Reação de Leonardo Boff ao meu texto Desordem e Retrocesso

Gente,

Na sua imensa generosidade, Leonardo vez em quando reage aos meus textos. Ele me enviou uma reação ao texto Desordem e Retrocesso, mas é muito mais que um comentário, é uma visão de mundo que pode nos ajudar muito nessa crise de civilizacional que atinge o mundo e o Brasil. Pedi licença para replicar e, é claro, ele permitiu. Segue, então, a reação abaixo.

Malvezzi (Gogó)

Caro amigo-irmão Gogó

Seus textos refletem sempre de forma pertinente sobre temas da atualidade. E folgamos que eles sejam difundidos e nos ajudam a refletir e a aprofundar as questões. É o que tentarei fazer agora, coisa que não receio fazê-lo no blog e no facebook (que aliás nunca olho, prefiro o twitter).

Penso no seguinte:

A situação do mundo mudou totalmente com a planetização (conceito mais civilizatório) e com a globalização (conceito mais econômico).

Não há dúvida de que há uma Casa Comum sobre a qual e dentro da qual todos se situam. Permanecem as identidades nacionais com suas marcas históricas mas dentro de uma convergência na diversidade: todos devem encontrar seu lugar dentro desta Casa Comum.

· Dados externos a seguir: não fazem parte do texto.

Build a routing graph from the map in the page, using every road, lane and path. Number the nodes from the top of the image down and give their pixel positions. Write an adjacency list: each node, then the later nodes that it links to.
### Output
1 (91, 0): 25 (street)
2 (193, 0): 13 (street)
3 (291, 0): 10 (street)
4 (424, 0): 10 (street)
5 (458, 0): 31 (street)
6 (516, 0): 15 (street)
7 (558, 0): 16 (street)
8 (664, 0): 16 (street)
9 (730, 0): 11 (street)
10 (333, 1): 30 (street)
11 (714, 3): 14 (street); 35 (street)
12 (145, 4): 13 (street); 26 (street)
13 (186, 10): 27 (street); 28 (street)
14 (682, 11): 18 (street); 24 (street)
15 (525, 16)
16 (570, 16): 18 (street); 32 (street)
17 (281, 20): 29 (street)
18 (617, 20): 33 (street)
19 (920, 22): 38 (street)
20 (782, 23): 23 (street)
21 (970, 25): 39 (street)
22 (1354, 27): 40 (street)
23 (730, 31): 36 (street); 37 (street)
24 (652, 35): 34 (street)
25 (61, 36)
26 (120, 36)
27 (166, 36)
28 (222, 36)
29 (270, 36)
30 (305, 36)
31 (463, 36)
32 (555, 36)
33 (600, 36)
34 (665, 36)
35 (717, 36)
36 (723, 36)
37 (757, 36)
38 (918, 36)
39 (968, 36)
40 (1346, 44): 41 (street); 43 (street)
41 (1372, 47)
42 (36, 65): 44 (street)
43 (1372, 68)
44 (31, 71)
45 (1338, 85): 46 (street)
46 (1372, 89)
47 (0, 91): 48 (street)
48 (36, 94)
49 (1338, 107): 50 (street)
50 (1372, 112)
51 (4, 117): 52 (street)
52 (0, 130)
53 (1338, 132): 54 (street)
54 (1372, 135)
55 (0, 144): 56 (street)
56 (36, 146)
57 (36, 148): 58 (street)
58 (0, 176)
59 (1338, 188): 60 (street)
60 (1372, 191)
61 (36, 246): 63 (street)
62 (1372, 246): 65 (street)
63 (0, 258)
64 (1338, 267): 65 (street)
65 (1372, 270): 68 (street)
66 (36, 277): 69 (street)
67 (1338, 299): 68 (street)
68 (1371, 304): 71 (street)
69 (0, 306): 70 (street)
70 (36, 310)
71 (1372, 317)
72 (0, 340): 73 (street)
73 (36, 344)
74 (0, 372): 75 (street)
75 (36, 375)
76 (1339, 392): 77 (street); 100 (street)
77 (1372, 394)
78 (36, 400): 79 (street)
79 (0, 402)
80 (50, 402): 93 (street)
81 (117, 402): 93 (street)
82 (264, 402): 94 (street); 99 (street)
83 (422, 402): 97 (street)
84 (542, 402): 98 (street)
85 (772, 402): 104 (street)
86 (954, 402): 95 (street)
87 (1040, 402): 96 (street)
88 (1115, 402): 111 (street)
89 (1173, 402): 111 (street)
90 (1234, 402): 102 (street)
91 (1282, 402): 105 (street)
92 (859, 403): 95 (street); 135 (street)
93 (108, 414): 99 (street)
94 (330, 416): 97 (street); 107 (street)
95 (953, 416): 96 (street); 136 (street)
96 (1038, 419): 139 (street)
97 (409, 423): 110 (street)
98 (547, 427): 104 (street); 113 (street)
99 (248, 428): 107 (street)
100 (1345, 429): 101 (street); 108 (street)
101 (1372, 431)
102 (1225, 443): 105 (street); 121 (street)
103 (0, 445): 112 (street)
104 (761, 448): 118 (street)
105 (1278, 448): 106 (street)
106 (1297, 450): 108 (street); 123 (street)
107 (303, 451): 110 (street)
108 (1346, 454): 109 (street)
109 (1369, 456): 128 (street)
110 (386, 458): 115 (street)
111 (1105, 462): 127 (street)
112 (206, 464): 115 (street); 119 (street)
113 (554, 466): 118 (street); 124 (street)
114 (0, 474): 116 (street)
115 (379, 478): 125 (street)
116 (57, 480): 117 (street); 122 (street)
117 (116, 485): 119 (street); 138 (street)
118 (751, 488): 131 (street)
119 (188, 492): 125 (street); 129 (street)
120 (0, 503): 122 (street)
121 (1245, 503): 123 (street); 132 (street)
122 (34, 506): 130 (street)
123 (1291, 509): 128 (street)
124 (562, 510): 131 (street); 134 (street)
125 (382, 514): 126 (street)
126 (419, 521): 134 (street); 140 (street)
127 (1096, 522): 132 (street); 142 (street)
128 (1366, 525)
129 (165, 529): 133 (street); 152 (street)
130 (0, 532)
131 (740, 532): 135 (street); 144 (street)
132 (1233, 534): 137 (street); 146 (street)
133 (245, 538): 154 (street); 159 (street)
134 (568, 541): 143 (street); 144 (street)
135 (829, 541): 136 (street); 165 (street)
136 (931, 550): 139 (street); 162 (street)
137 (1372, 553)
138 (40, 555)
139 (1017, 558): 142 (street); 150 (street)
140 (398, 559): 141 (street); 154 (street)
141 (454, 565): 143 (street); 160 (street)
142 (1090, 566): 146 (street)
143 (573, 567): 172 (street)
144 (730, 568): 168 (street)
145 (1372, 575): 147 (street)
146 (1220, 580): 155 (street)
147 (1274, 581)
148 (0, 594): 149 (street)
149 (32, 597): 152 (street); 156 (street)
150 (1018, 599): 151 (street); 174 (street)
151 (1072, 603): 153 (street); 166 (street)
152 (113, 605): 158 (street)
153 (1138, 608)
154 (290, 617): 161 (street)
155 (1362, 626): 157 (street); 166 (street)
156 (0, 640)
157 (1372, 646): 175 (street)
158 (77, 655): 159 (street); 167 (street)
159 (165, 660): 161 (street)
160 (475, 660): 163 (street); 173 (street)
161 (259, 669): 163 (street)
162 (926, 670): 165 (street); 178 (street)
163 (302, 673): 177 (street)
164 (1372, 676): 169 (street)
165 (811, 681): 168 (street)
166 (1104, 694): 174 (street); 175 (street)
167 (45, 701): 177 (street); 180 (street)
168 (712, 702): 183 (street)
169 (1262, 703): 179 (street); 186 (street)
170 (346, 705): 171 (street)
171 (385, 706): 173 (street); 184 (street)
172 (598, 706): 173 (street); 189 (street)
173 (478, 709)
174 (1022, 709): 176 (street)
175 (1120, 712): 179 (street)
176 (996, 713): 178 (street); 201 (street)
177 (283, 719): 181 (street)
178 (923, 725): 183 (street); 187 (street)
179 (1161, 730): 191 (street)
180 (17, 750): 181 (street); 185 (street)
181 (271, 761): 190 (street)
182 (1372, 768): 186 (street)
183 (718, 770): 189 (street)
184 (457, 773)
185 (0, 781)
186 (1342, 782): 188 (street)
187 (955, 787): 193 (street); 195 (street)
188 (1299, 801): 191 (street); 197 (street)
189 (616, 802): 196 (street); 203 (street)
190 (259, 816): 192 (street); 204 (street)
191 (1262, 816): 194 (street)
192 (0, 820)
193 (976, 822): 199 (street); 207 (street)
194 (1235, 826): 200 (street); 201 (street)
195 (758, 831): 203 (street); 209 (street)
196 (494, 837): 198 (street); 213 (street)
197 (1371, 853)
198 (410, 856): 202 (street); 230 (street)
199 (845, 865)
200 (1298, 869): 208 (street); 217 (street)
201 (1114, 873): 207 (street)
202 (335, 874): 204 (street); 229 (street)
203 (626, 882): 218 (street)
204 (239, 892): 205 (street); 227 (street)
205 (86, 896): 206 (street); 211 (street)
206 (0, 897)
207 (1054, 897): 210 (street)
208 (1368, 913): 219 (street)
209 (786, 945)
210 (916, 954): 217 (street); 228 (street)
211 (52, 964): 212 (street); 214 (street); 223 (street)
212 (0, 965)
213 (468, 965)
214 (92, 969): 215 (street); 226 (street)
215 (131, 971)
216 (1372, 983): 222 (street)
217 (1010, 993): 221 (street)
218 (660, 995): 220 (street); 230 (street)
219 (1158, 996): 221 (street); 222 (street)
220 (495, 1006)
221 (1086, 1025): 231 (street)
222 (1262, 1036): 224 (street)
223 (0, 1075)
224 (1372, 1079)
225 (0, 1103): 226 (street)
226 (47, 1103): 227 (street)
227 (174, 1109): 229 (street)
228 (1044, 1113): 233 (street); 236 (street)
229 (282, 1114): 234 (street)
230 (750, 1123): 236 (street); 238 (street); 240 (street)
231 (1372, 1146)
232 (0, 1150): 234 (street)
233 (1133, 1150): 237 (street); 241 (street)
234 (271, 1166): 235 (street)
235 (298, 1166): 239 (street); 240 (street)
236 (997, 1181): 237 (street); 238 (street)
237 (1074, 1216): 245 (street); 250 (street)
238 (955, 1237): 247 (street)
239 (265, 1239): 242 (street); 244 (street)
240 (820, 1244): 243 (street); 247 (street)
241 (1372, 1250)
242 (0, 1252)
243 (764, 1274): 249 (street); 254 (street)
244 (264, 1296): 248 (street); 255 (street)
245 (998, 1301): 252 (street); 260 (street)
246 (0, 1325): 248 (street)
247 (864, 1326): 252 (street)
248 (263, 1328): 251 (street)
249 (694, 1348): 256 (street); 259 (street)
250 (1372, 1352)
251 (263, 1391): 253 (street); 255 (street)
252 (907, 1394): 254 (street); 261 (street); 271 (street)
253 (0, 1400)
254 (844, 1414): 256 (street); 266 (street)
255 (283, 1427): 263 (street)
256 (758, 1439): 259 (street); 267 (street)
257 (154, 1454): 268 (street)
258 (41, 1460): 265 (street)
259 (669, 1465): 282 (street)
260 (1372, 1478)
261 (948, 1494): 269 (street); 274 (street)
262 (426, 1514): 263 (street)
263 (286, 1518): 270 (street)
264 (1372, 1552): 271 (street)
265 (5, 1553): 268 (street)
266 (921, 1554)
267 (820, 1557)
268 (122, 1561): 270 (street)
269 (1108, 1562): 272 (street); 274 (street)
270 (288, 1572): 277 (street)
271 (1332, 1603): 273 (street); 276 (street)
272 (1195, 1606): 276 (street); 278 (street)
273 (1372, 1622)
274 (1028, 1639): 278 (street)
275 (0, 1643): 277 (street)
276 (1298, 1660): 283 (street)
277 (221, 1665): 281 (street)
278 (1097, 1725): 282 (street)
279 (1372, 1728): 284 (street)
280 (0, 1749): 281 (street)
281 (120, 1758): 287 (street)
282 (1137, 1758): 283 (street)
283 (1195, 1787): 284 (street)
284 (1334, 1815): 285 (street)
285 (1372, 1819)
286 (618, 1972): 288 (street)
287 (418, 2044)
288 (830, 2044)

A meu ver, vigoram duas tendências básicas: a globalização “a secas” sob a hegemonia econômica das grandes corporações mas tendo por trás um potência ou militar (USA) ou econômica (China). É marcada pela homogeneização de todos os processos, dito numa linguagem rasteira, por uma hamburguerização do mundo. O mesmo hambúrguer com a mesma fórmula é consumido nos USA, na Rússia, no Japão, no Brasil e na China. E outra tendência é  multipolarização: luta-se por vários pólos de poder, com vários centros decisórios mas todos dentro do mesmo planeta Terra, uno, complexo, ameaçado e doente, não importa.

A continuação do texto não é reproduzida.